I had made a decision to be more cheery in my blog, as I felt I was getting weighed down with all the therapy & speech delay and whatnot. This lasted what, one post? And now here I am, blogging about a downer again.
Usually I call my parents, and they rarely call me. This began in college, where I didn't want them calling and interrupting my very independent life, for goodness sakes, and they needed to be available on MY schedule and not the other way around. But I wasn't selfish, or anything. :) Anyway, it just has continued that way. So when my parents call ME, it can't be anything good. Unless we're trying to coordinate a Christmas gift, or something.
So my mom calls me Monday night. My grandma (we'll call her Oma) has been admitted to the hospital for a probable perforated intestine (and emergency surgery). A quick glance at WebMD tells me that this is a hole in the intestine which allows the waste to spill out into the abdomen. And commonly caused by cancer. And in one quick flash, I know exactly what's going on and how this is going to end.

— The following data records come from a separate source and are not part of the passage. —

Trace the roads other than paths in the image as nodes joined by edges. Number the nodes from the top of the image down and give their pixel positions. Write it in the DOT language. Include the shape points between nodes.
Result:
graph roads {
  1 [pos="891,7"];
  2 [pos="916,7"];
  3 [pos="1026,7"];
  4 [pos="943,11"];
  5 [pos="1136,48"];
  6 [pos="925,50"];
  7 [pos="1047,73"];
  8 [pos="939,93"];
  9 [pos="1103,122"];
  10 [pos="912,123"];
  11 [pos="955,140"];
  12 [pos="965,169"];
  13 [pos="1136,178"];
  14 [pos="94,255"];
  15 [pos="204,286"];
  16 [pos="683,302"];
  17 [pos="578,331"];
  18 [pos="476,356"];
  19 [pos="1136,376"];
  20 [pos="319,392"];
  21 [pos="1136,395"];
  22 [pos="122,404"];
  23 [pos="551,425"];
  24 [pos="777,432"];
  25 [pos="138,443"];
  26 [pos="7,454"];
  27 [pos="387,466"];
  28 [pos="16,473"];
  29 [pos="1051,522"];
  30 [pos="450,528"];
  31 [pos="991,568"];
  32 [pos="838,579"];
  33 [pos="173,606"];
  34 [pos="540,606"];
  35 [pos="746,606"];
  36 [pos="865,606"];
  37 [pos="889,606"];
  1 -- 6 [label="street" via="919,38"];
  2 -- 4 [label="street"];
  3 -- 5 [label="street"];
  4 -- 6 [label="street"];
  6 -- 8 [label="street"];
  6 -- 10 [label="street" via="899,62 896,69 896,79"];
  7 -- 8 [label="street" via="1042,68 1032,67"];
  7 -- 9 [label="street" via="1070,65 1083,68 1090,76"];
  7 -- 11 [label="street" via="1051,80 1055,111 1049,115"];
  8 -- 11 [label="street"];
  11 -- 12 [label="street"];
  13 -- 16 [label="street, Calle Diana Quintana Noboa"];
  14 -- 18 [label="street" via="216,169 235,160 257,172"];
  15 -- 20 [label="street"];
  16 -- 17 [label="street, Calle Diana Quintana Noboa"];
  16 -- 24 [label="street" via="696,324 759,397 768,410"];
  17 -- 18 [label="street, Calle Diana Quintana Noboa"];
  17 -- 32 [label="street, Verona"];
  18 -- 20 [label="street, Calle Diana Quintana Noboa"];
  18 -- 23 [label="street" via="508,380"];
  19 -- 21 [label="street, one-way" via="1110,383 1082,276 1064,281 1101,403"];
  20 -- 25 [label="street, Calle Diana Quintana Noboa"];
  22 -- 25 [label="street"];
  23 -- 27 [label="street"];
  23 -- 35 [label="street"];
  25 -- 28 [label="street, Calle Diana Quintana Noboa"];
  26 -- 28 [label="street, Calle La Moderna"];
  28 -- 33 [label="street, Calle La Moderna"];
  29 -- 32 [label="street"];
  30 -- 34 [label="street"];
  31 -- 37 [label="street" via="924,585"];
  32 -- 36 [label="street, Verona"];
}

My Oma had cancer around 15 years ago, did chemo, and beat it. But I guess I'm not surprised that it may have recurred. And sure enough, although we haven't got the biopsy results yet, the doctor was pretty firm with my mom and aunts that not only did they find a mass, it has spread quite a bit. And my mind rewinds to this exact time of year, 1996, where this similar diagnosis is given to my Opa. And the next 2 months of experiencing him preparing to meet God, and the dignity in which he did it.
I like the idea of Grandpa & God laying the groundwork to have Oma come meet them. It will take some preparation, to be sure - Grandma is going to take on heaven with all the energy with which she lived on Earth. With Grandpa, it was such a blessing to have the time to say goodbye. I had a couple amazing conversations with him about his death, advice he gave me which I cherish to this day. And I guess if you accept death as part of life, how fortunate it is that I will be able to say goodbye to my Oma as well.